Corre el año 1099 y Jerusalén, la Ciudad Santa, está en manos de los musulmanes fathimíes egipcios, hasta que el día 15 de julio, tras un largo mes de asedio, los cruzados entraron en la ciudad. En el año 1100, tras la muerte del caballero Godofredo de Bouillon, su hermano Balduino se convierte en el primer rey de Jerusalén y es entonces cuando un grupo de caballeros que habían luchado en la Primera Cruzada deciden permanecer en la ciudad para proteger los santos lugares y a los peregrinos que llegan a ellos. Este es el inicio de la historia de la Orden del Temple.
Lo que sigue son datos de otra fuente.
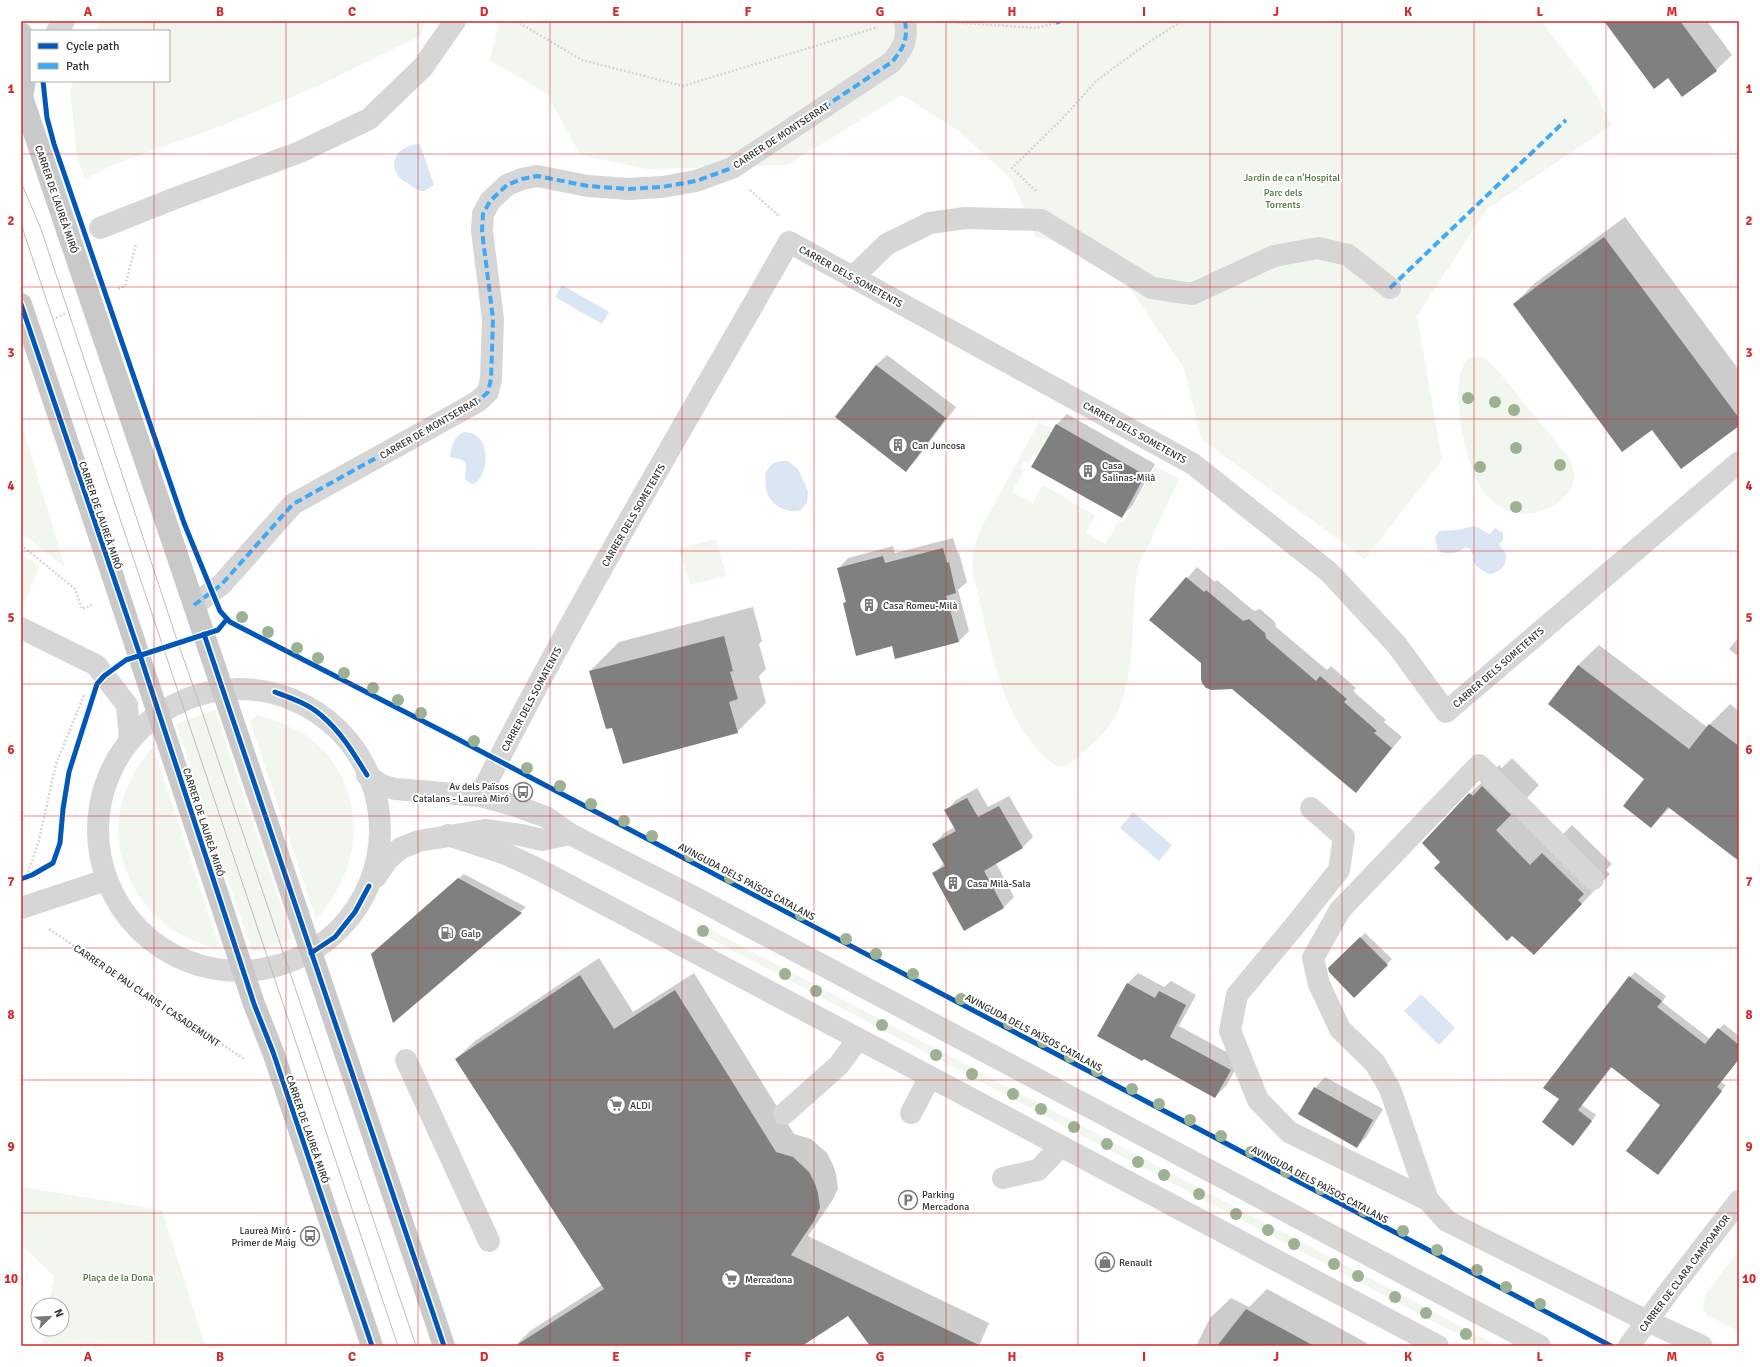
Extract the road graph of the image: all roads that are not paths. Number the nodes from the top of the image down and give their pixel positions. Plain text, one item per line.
1 (64, 21) edge
2 (455, 21) edge
3 (905, 21) edge
4 (58, 30) edge
5 (21, 33) edge
6 (28, 65) edge
7 (21, 98) edge
8 (100, 228) dead end
9 (852, 277) junction
10 (1390, 288) dead end
11 (21, 304) edge
12 (1739, 462) edge
13 (583, 602) joint
14 (194, 605) junction
15 (21, 628) edge
16 (222, 689) junction
17 (158, 712) junction
18 (130, 739) junction
19 (367, 775) junction
20 (480, 796) junction
21 (1311, 808) dead end
22 (570, 834) junction
23 (448, 835) junction
24 (1592, 879) dead end
25 (106, 880) junction
26 (369, 886) junction
27 (21, 908) edge
28 (311, 952) junction
29 (244, 973) junction
30 (858, 1039) junction
31 (406, 1060) dead end
32 (930, 1077) junction
33 (911, 1113) dead end
34 (784, 1114) dead end
35 (1061, 1146) junction
36 (1002, 1178) dead end
37 (1428, 1200) junction
38 (1739, 1201) edge
39 (489, 1241) dead end
40 (1647, 1321) junction
41 (372, 1346) edge
42 (444, 1346) edge
43 (1438, 1346) edge
44 (1540, 1346) edge
45 (1629, 1346) edge
46 (1702, 1346) edge

1 - 4 street
2 - 8 street
3 - 14 street, CARRER DE MONTSERRAT
5 - 6 main road, CARRER DE LAUREÀ MIRÓ
6 - 7 main road, CARRER DE LAUREÀ MIRÓ
7 - 14 main road, CARRER DE LAUREÀ MIRÓ, bridge
9 - 10 street
9 - 12 street, CARRER DELS SOMETENTS
9 - 13 street, CARRER DELS SOMETENTS
11 - 17 main road, CARRER DE LAUREÀ MIRÓ, bridge
13 - 20 street, CARRER DELS SOMATENTS
14 - 16 main road, CARRER DE LAUREÀ MIRÓ
15 - 18 street
16 - 17 street
16 - 19 street
16 - 28 main road, CARRER DE LAUREÀ MIRÓ
17 - 18 street
17 - 29 main road, CARRER DE LAUREÀ MIRÓ
18 - 25 street
19 - 20 street
19 - 26 street
20 - 22 street
21 - 37 street
22 - 23 street
22 - 44 street
23 - 26 street
23 - 30 street
24 - 37 street
25 - 27 street
25 - 29 street
26 - 28 street
28 - 29 street
28 - 42 main road, CARRER DE LAUREÀ MIRÓ
29 - 41 main road, CARRER DE LAUREÀ MIRÓ
30 - 32 street
30 - 34 street
31 - 39 street
32 - 33 street
32 - 35 street
35 - 36 street
35 - 43 street
37 - 40 street
38 - 40 street, CARRER DE CLARA CAMPOAMOR
40 - 45 street, CARRER DE CLARA CAMPOAMOR
40 - 46 street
"NON NOBIS DOMINE, NON NOBIS SED NOMINE, TUO DA GLORIAM”
(Nada para nosotros, Señor, nada para nosotros, sino para la gloria de tu nombre.)
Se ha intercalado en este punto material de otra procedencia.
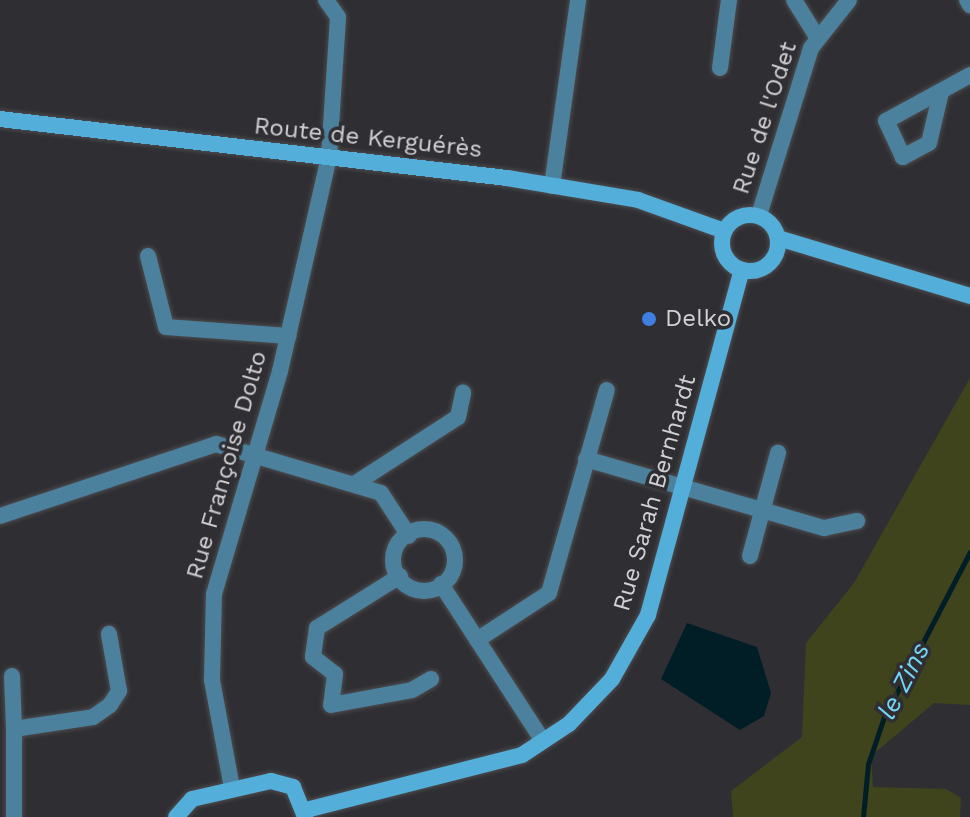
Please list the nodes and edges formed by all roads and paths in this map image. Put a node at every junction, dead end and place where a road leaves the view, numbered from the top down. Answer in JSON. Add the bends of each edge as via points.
{"nodes":[{"id":1,"x":326,"y":0,"type":"edge"},
{"id":2,"x":578,"y":0,"type":"edge"},
{"id":3,"x":729,"y":0,"type":"edge"},
{"id":4,"x":794,"y":0,"type":"edge"},
{"id":5,"x":849,"y":0,"type":"edge"},
{"id":6,"x":817,"y":37,"type":"junction"},
{"id":7,"x":720,"y":68,"type":"dead end"},
{"id":8,"x":970,"y":75,"type":"edge"},
{"id":9,"x":941,"y":92,"type":"dead end"},
{"id":10,"x":0,"y":119,"type":"edge"},
{"id":11,"x":329,"y":157,"type":"junction"},
{"id":12,"x":552,"y":186,"type":"junction"},
{"id":13,"x":759,"y":215,"type":"junction"},
{"id":14,"x":724,"y":231,"type":"junction"},
{"id":15,"x":778,"y":238,"type":"junction"},
{"id":16,"x":148,"y":256,"type":"dead end"},
{"id":17,"x":742,"y":270,"type":"junction"},
{"id":18,"x":970,"y":296,"type":"edge"},
{"id":19,"x":289,"y":336,"type":"junction"},
{"id":20,"x":607,"y":390,"type":"dead end"},
{"id":21,"x":463,"y":393,"type":"dead end"},
{"id":22,"x":778,"y":453,"type":"dead end"},
{"id":23,"x":254,"y":456,"type":"junction"},
{"id":24,"x":586,"y":459,"type":"junction"},
{"id":25,"x":356,"y":483,"type":"junction"},
{"id":26,"x":684,"y":485,"type":"junction"},
{"id":27,"x":762,"y":508,"type":"junction"},
{"id":28,"x":0,"y":516,"type":"edge"},
{"id":29,"x":857,"y":521,"type":"dead end"},
{"id":30,"x":409,"y":536,"type":"junction"},
{"id":31,"x":750,"y":556,"type":"dead end"},
{"id":32,"x":400,"y":576,"type":"junction"},
{"id":33,"x":441,"y":584,"type":"junction"},
{"id":34,"x":109,"y":634,"type":"dead end"},
{"id":35,"x":477,"y":640,"type":"junction"},
{"id":36,"x":12,"y":676,"type":"dead end"},
{"id":37,"x":431,"y":679,"type":"dead end"},
{"id":38,"x":14,"y":729,"type":"junction"},
{"id":39,"x":543,"y":741,"type":"junction"},
{"id":40,"x":232,"y":788,"type":"junction"},
{"id":41,"x":306,"y":813,"type":"edge"},
{"id":42,"x":14,"y":817,"type":"edge"},
{"id":43,"x":176,"y":817,"type":"edge"}],
"edges":[{"from":1,"to":11,"type":"street","name":"Rue Françoise Dolto","via":[[338,17]]},
{"from":2,"to":12,"type":"street"},
{"from":3,"to":7,"type":"street"},
{"from":4,"to":6,"type":"street"},
{"from":5,"to":6,"type":"street","name":"Rue de l'Odet"},
{"from":6,"to":13,"type":"street","name":"Rue de l'Odet"},
{"from":8,"to":9,"type":"street"},
{"from":10,"to":11,"type":"street","name":"Route de Kerguérès"},
{"from":11,"to":12,"type":"street","name":"Route de Kerguérès"},
{"from":11,"to":19,"type":"street","name":"Rue Françoise Dolto"},
{"from":12,"to":14,"type":"street","name":"Route de Kerguérès","via":[[638,200]]},
{"from":13,"to":14,"type":"street","via":[[743,215]]},
{"from":13,"to":15,"type":"street"},
{"from":14,"to":17,"type":"street","via":[[723,250]]},
{"from":15,"to":17,"type":"street","via":[[769,264]]},
{"from":15,"to":18,"type":"street"},
{"from":16,"to":19,"type":"street","via":[[166,327]]},
{"from":17,"to":26,"type":"street","name":"Rue Sarah Bernhardt"},
{"from":19,"to":23,"type":"street","name":"Rue Françoise Dolto"},
{"from":20,"to":24,"type":"street"},
{"from":21,"to":25,"type":"street","via":[[458,417]]},
{"from":22,"to":27,"type":"street"},
{"from":23,"to":25,"type":"street"},
{"from":23,"to":28,"type":"street","via":[[216,444]]},
{"from":23,"to":40,"type":"street","name":"Rue Françoise Dolto","via":[[214,594],[210,643]]},
{"from":24,"to":26,"type":"street"},
{"from":24,"to":35,"type":"street","via":[[549,593]]},
{"from":25,"to":30,"type":"street","via":[[381,493]]},
{"from":26,"to":27,"type":"street"},
{"from":26,"to":39,"type":"street","name":"Rue Sarah Bernhardt","via":[[648,615],[612,679]]},
{"from":27,"to":29,"type":"street","via":[[824,528]]},
{"from":27,"to":31,"type":"street"},
{"from":30,"to":32,"type":"street","via":[[390,552]]},
{"from":30,"to":33,"type":"street","via":[[432,526],[448,545],[459,567]]},
{"from":32,"to":33,"type":"street","via":[[419,595]]},
{"from":32,"to":37,"type":"street","via":[[317,628],[313,657],[335,674],[331,705],[412,690]]},
{"from":33,"to":35,"type":"street"},
{"from":34,"to":38,"type":"street","via":[[119,691],[110,705],[93,717]]},
{"from":35,"to":39,"type":"street"},
{"from":36,"to":38,"type":"street"},
{"from":38,"to":42,"type":"street"},
{"from":39,"to":41,"type":"street","name":"Rue Sarah Bernhardt","via":[[481,771]]},
{"from":40,"to":41,"type":"street","via":[[271,781],[293,787]]},
{"from":40,"to":43,"type":"street","via":[[192,799]]}]}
En el año 1118 nueve nobles y devotos caballeros entre los que se encontraban Hugo de Payns, Godofredo de San Omer, Godofredo Bisol, Payen de Montdidier, Jacques de Rossal, Archibaldo de Saint-Amand y André de Montbard, se reunieron en Jerusalén para consagrar sus vidas, su valor y sus armas al servicio de Dios, con el objetivo de proteger los Santos Lugares así como a los peregrinos que los visitaban. Al mismo tiempo profesaron los votos de obediencia, castidad y pobreza. En este momento recibieron el nombre de Orden de los Pobres Caballeros de Cristo.
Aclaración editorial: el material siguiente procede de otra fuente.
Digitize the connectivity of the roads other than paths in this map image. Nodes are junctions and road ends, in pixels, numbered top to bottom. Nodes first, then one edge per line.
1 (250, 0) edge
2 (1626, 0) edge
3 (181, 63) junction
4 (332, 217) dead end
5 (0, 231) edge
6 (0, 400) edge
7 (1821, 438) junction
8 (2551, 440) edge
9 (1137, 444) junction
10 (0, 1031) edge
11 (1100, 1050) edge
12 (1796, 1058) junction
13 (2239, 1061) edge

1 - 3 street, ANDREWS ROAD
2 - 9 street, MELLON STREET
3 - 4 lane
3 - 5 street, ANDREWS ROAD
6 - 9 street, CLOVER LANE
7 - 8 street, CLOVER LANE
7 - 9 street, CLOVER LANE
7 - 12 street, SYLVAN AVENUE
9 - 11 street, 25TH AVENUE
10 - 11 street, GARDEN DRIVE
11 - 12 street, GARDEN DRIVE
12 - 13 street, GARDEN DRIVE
Con el beneplácito del rey de Jerusalén Balduino I, estos nueve caballeros se establecieron en las caballerizas de la mezquita de Al-Aqsa donde previamente se había ubicado el Templo de Salomón. De ahí proviene el nombre con el que esta orden pasó a la Historia: Los Caballeros Templarios.

Nueve años después, Hugo de Payns, considerado el Primer Maestre, junto con cinco de los fundadores viajan a Europa avalados por el rey de Jerusalén para recabar apoyos entre las monarquías y la nobleza, reclutar nuevos caballeros y recibir la autorización de la jerarquía eclesiástica para la fundación de la orden y para recibir su “regla” de conducta, llamada posteriormente “Regla Latina” basada en la regla de San Benito pero en la que se intenta conciliar la doble vertiente de los miembros, monjes y guerreros. El principio básico de esta regla o código templario es que un caballero del Temple es un soldado de Dios y como tal debe ser humilde, honesto, cortés y honorable, no debe causar daño a ningún ser o criatura por placer o riquezas, y debe estar al servicio de la justicia y la moral: un templario debe ser siempre un ejemplo para los demás. Los templarios cuentan con el apoyo incondicional de Bernardo de Claraval, y es en el Concilio de Troyes en 1128 cuando el papa Honorio II aprueba oficialmente la fundación de esta nueva orden de monjes-guerreros. A su regreso a Tierra Santa, son ya más de 300 caballeros y cuentan entre sus bienes y privilegios con gran cantidad de oro, derecho a limosnas y propiedades cedidas por la iglesia y la nobleza.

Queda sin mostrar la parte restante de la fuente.